確かに、ウルトラマンティガに描かれているレーザー兵器や垂直離着陸可能戦闘機(VTOL機)は現実に存在するし、テクノロジーゆえに変化してしまった生態系も多い。「めちゃくちゃ先の未来」ではないが、確かに訪れる未来を描く優れた作品だ。

大学生のときにどハマりした攻殻機動隊も、卓越したSFアニメーションだ。全身義体(サイボーグ)のほぼ軍人の公務員が大暴れする話だ(適当)。一番衝撃を受けた概念は「全身義体の人間離れした選手がしのぎを削るパラリンピックが、オリンピックと同等あるいはそれ以上に注目されている」という設定だ。これは今日のエンハンスメントの未来を描いている。身体を「加工」しないほうが珍しい時代が来るのかもしれない。

オルガノイド、というものがある。これはSFではなく現在盛り上がっている医学生物学の話だ。一細胞をとってきて、特殊なプロトコル通りに培養すると、ただ増えるのではなく臓器の形態を再現してくれるというものだ。「臓器を作る」なんてずっと未来の話だと思っていたが、いまや現実のものになりつつある。だが、「臓器を作る」という概念はずっと昔からSFで言われてきたことだ。

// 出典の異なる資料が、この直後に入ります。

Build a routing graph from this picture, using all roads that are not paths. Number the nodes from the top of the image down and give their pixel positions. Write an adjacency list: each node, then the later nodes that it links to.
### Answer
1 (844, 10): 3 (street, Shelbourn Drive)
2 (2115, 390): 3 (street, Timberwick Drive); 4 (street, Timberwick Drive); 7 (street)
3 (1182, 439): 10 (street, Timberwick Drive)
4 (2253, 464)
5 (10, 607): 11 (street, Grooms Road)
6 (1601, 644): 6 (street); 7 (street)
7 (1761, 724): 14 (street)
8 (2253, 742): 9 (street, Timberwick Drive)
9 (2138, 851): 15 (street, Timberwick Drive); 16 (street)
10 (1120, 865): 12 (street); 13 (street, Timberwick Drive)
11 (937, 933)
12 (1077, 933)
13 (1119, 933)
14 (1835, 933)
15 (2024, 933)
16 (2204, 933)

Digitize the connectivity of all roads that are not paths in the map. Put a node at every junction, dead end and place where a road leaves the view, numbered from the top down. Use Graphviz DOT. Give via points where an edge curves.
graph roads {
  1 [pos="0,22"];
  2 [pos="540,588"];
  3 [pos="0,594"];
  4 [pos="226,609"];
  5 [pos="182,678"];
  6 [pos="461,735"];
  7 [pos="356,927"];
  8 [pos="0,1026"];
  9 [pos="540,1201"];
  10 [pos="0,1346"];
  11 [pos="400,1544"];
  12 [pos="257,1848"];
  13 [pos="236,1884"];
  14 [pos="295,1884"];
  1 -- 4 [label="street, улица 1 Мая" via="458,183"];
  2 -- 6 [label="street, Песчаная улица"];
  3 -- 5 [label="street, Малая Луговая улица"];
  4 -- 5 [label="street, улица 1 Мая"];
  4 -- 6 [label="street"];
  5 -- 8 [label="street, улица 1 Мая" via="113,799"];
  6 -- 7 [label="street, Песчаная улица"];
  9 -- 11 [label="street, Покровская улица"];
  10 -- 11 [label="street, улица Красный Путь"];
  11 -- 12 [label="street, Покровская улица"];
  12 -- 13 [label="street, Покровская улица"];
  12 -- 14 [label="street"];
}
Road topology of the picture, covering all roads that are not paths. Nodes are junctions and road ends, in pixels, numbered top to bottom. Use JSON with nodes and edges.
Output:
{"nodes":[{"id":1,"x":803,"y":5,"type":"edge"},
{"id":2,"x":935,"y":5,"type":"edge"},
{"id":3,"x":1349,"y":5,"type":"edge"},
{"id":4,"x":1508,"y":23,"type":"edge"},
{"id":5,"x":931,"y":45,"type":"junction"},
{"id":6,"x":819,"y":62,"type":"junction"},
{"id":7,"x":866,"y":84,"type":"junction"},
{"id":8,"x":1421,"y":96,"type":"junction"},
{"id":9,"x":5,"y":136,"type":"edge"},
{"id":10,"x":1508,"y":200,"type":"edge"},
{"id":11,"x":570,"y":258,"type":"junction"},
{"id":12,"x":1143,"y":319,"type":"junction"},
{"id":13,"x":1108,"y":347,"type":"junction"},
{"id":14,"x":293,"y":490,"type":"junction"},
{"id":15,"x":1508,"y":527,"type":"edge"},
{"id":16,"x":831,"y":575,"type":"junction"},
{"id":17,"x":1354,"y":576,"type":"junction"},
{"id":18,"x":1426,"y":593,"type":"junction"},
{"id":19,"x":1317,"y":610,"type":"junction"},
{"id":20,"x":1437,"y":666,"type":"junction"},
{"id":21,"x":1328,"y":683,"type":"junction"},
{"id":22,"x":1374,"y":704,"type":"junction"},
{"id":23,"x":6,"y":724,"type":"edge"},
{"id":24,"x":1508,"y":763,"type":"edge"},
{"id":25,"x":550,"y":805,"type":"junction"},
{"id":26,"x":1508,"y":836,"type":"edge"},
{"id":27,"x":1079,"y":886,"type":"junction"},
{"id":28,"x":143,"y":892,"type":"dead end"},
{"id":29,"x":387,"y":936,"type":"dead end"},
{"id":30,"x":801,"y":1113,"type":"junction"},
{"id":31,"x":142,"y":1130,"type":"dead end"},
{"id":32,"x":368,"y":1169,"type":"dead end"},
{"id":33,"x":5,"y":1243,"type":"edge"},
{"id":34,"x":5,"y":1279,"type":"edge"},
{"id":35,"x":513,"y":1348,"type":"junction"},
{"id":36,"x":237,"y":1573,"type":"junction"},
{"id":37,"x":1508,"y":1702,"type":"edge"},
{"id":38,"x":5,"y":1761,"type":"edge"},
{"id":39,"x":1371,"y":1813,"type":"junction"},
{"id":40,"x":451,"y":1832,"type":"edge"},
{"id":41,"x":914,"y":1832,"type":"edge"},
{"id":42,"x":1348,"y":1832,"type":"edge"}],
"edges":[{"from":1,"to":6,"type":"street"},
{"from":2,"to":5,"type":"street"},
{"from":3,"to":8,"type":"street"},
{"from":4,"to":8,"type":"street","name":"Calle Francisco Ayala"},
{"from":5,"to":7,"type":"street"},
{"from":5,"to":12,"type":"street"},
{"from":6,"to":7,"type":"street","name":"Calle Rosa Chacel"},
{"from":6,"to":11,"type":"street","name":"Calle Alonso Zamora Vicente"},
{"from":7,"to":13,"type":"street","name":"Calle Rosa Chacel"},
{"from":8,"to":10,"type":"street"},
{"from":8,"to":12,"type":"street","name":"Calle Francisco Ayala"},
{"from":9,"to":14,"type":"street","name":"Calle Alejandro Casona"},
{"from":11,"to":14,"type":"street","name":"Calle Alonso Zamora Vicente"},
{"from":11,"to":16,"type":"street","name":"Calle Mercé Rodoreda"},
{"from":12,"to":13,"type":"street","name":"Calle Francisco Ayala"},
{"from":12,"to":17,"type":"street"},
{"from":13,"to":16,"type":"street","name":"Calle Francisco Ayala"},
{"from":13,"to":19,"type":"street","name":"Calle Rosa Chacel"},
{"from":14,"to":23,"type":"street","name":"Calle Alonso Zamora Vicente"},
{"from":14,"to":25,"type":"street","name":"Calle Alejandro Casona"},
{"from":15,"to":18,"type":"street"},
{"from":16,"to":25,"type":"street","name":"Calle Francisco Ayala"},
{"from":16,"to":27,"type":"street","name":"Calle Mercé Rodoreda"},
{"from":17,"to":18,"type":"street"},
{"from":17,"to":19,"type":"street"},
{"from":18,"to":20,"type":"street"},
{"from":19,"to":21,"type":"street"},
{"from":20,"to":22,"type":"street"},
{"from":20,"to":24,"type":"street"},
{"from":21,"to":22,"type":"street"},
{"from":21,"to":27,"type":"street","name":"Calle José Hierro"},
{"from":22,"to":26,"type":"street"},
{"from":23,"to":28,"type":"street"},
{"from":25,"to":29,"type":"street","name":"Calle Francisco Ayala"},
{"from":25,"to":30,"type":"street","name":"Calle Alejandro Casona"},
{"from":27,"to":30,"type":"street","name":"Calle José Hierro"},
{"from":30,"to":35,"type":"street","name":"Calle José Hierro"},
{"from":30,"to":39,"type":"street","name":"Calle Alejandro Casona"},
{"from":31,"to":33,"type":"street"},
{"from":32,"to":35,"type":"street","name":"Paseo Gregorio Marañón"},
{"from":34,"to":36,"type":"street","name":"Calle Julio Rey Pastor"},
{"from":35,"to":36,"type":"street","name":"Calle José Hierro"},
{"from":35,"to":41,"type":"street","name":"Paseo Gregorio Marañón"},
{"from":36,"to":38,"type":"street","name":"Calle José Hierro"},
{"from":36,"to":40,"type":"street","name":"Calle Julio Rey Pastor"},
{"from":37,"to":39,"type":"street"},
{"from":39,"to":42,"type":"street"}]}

VRだってもっと技術が発展すればマトリックスみたいになるかもしれないし、感情を持った(持っているように見える)ねこ型ロボットもそのうち量産されるかもしれない。

ぼくはテクノロジーの発展を好意的に受け止めているが、信仰はしていない。人間が、テクノロジーを駆使して夢を全て叶える時代が来ても、心が満たされるわけじゃない。とはいえ、子どもの頃読み漁ったSFの世界が現実になっていく様子は、やっぱり面白いしワクワクする。

さて、自分が一番欲しいのは、やっぱり「お医者さんカバン」かな。